Astrophysicists are intrigued by LBVs because their luminosity and size dramatically fluctuate on a timescale of months. They also periodically undergo giant eruptions, violently ejecting gaseous material into space. Although scientists have long observed the variability of LBVs, the physical processes causing their behavior are still largely unknown. According to Yan-Fei Jiang, an astrophysicist at UC Santa Barbara’s Kavli Institute for Theoretical Physics, the traditional one-dimensional (1D) models of star structure are inadequate for LBVs.

“This special class of massive stars cycles between two phases: a quiescent phase when they’re not doing anything interesting, and an outburst phase when they suddenly become bigger and brighter and then eject their outer envelope,” said Jiang. “People have been seeing this for years, but 1D, spherically-symmetric models can’t determine what is going on in this complex situation.”

Instead, Jiang is leading an effort to run first-principles, 3D simulations to understand the physics behind LBV outbursts — using large-scale computing facilities provided by Lawrence Berkeley National Laboratory’s National Energy Research Scientific Computing Center (NERSC), the Argonne Leadership Computing Facility (ALCF), and NASA. NERSC and ALCF are DOE Office of Science User Facilities.

Physics Revealed by 3D

In a study published in Nature, Jiang and his colleagues from UC Santa Barbara, UC Berkeley, and Princeton University ran three 3D simulations to study three different LBV configurations. All the simulations included convection, the action when a warm gas or liquid rises while its cold counterpart sinks. For instance, convection causes hot water at the bottom of a pot on a stove to rise up to the top surface. It also causes gas from a star’s hot core to push to its outer layers.

During the outburst phase, the new 3D simulations predict that convection causes a massive star’s radius to irregularly oscillate and its brightness to vary by 10 to 30 percent on a timescale of just a few days — in agreement with current observations.

“Convection causes the star to expand significantly to a much larger size than predicted by our 1D model without convection. As the star expands, its outer layers become cooler and more opaque,” Jiang said.

Opacity describes how a gas interacts with photons. The researchers discovered that the helium opacity in the star’s outer envelope doubles during the outburst phase, making it more difficult for photons to escape. This leads the star to reach an effective temperature of about 9,000 degrees Kelvin (16,000 degrees Fahrenheit) and triggers the ejection of mass.

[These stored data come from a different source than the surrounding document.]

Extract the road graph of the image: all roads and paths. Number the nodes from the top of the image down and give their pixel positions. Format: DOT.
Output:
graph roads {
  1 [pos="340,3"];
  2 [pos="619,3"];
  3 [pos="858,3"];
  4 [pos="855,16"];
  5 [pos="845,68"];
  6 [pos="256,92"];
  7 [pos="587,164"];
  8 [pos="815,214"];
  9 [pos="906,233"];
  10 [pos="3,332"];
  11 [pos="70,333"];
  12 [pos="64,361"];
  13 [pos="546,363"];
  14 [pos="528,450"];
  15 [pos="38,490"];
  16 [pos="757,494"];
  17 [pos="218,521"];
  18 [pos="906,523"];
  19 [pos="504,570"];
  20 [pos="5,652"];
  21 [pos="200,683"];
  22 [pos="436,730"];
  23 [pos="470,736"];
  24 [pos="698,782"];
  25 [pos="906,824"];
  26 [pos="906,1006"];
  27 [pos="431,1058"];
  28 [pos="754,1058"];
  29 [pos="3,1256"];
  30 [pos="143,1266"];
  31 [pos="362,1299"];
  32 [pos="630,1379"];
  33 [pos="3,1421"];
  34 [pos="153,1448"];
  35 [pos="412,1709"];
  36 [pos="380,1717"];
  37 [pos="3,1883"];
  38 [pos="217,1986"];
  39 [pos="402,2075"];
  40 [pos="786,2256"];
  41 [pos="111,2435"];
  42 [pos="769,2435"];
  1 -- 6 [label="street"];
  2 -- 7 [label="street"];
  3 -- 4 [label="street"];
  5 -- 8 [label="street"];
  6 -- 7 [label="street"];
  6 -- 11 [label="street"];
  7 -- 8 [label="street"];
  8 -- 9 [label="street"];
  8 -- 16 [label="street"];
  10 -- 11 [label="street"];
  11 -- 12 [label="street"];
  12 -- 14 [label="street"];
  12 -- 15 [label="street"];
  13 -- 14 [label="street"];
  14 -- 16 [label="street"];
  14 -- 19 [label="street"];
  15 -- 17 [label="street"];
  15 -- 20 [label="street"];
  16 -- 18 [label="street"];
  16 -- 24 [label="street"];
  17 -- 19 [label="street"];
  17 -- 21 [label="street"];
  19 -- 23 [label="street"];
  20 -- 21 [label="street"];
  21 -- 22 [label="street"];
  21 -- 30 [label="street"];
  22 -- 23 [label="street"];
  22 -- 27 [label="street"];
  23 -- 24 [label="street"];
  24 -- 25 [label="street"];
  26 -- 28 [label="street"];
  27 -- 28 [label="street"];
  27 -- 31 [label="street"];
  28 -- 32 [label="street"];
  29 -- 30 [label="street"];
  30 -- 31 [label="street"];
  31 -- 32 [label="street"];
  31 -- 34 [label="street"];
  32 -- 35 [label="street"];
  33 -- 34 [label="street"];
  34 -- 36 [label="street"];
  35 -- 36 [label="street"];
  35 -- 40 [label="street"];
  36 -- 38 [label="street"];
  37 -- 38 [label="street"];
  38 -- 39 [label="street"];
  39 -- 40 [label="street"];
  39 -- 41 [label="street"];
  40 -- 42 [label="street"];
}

“The radiation force is basically a product of the opacity and the fixed luminosity coming from the star’s core. When the helium opacity doubles, this increases the radiation force that is pushing material out until it overcomes the gravitational force that is pulling the material in,” said Jiang. “The star then generates a strong stellar wind, blowing away its outer envelope.”

Massive Simulations Required

Massive stars require massive and expensive 3D simulations, according to Jiang. So he and his colleagues needed all the computing resources available to them, including about 15 million CPU hours at NERSC, 60 million CPU hours at ALCF, and 10 million CPU hours at NASA. In addition, NERSC played a special role in the project.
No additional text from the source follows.